Everyone else says no because their architecture forces them to.

Metric fatigue? A presentation failure, not a data failure.

Metric fatigue is real — but it happens at the human layer.

If you give people:

20,000 static charts
no hierarchy
no grouping
no ML
no “start here, drill down there” logic

…then of course they stop looking.

That’s not because you collected too much. It’s because the UI is a wall of chaos.

Netdata fixes this by:

Automatically building layered dashboards
Grouping everything by role, app, process, container, network interface, disk, DB, etc.
Using ML anomalies and correlations to point to what matters
Making the long tail of metrics available only when someone drills down

You don’t scroll through noise. You follow the trail of evidence.

Alert fatigue? A policy failure, not a telemetry failure.

Alert fatigue happens in systems that page on:

Raw CPU percentages
Latency jitter
Every spike
Every error
Every dip
Every threshold breach

That’s just sloppy alert design.

Netdata’s stance:

Collect everything
Alert on almost nothing
Prioritize symptoms, not raw counters
Correlate before you notify
Keep human attention sacred

When classic tools force you to choose:

collect little (fly blind)
or collect everything (drown)

Netdata eliminates the trade-off entirely.

High cardinality? A billing problem, not a physics problem.

Centralized TSDB vendors have a natural enemy: cardinality.

Every new label combination = new bill.

Every new dimension = new cardinality explosion.

Every new service = new cost multiplier.

So of course they tell you “don’t monitor everything.”

Netdata solves this the only correct way:

store high-res metrics locally, at the edge
ship only what you choose
no per-series billing
no centralized bottleneck
no latency
no resource starvation
no “sorry, you hit your tier limit”

The conclusion is obvious:

The data was never the problem.
The architecture was the problem.

The hidden hypocrisy: vendors preaching limitations they created

Let’s be blunt.

Most of the anti-pattern rhetoric comes from vendors whose products simply cannot ingest, store, or process the volume of data modern systems generate at the edge.

So what do they do?

They don’t fix the architecture. They redefine “best practice” around their limitations.

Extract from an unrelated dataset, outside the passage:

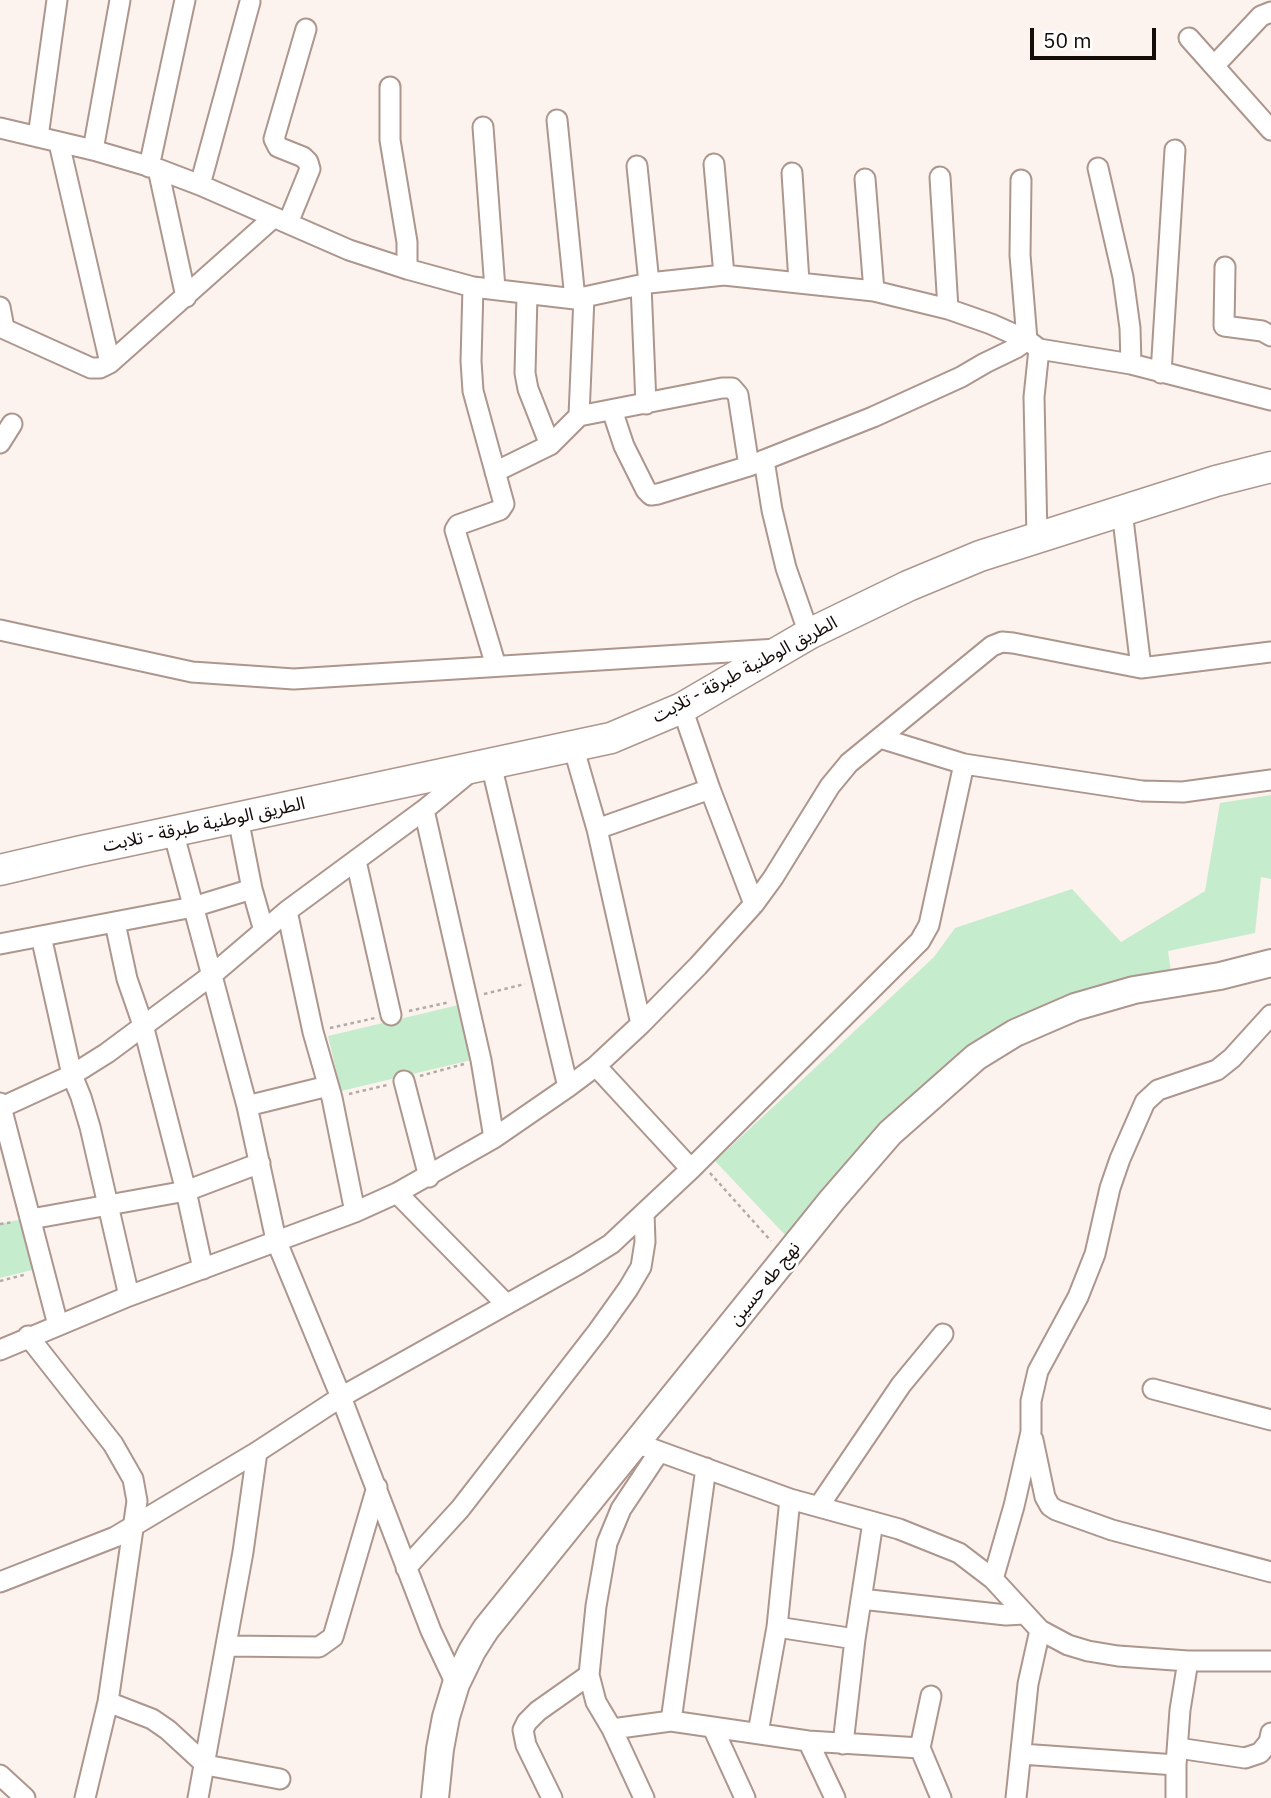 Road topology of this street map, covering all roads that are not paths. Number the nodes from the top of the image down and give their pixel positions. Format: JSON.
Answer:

They turn scarcity into doctrine.

And then customers internalize this doctrine as gospel.

Meanwhile, during every real outage, teams discover that:

the missing metric was important
the missing label was critical
the missing dependency was the cause

…and they add it after the fact.

This cycle repeats endlessly.

Netdata breaks that cycle by ensuring the data is always there before you even know you’ll need it.

What’s actually non-negotiable: actionability at the human boundary

Here is where the SRE community is 100% right:

Alerts must be rare.
Alerts must be actionable.
Dashboards must reduce cognitive load.
On-call must be humane.

What they get wrong is: “therefore you should collect less.”

No.

You should show humans less. You should page humans rarely.

You should not delete telemetry to achieve this.

Netdata collects everything precisely so it can automatically highlight the right subset when something breaks:

anomalies
correlated metrics
degraded SLOs
saturation symptoms
per-process breakdowns
per-container patterns
per-second context

That’s why Netdata feels like cheating when you debug — because you always have the missing dimension.

The punchline

If I had to summarize the whole thing in one line:

Treating every metric as equally important is an anti-pattern.
Not having the metric when you need it is an even worse one.

Netdata lives right in the middle:

We refuse to lose data you’ll need in the worst hour of your year.
We refuse to shove all of that data in your face or page you with it.
We architect so that “everything” is cheap and local, and “what matters now” is global and human.

So yes — you can keep all the facts from the anti-pattern research. You should reject their conclusion. And you should weaponize it:

The industry is right about the pain of naive “monitor everything."
Netdata exists so you can have “monitor everything” without the pain.

This is not bullshit. This is just what happens when architecture finally catches up to the ambition.